AIM OF THE EXERCISE
Could you return every record below word for word, leaving out the pictures?
====================
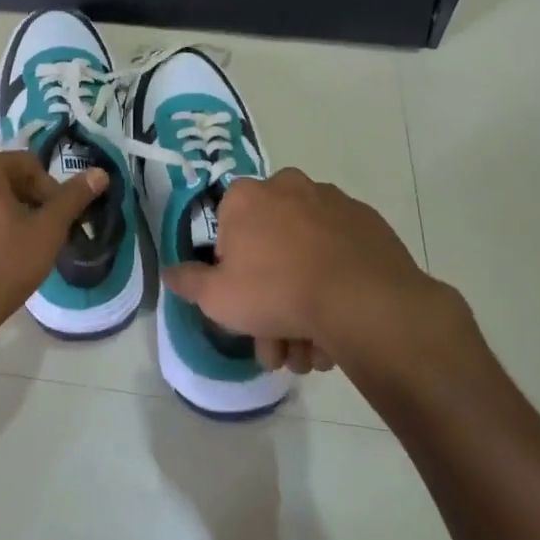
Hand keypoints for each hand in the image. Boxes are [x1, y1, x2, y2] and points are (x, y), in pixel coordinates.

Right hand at [163, 169, 477, 382]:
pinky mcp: (369, 222)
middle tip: (278, 346)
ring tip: (311, 353)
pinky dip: (334, 285)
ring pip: (306, 255)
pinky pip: (339, 254)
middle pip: (270, 247)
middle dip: (270, 301)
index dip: (231, 270)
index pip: (227, 228)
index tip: (242, 302)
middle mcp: (288, 186)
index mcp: (247, 195)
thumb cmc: (276, 291)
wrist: (364, 302)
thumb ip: (188, 282)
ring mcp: (333, 202)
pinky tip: (337, 327)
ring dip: (303, 304)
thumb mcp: (216, 297)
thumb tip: (170, 271)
====================
OUTPUT BELOW
Hand keypoints for each hand in the image. Boxes are [x1, y1, x2, y2] and points are (x, y), in pixel coordinates.

Right hand at [163, 169, 477, 382]:
pinky mcp: (369, 222)
middle tip: (278, 346)
ring tip: (311, 353)
pinky dip: (334, 285)
ring pip: (306, 255)
pinky pip: (339, 254)
middle pip: (270, 247)
middle dip: (270, 301)
index dip: (231, 270)
index pip: (227, 228)
index tip: (242, 302)
middle mcp: (288, 186)
index mcp: (247, 195)
thumb cmc: (276, 291)
wrist: (364, 302)
thumb ip: (188, 282)
ring mcp: (333, 202)
pinky tip: (337, 327)
ring dip: (303, 304)
thumb mcp: (216, 297)
thumb tip: (170, 271)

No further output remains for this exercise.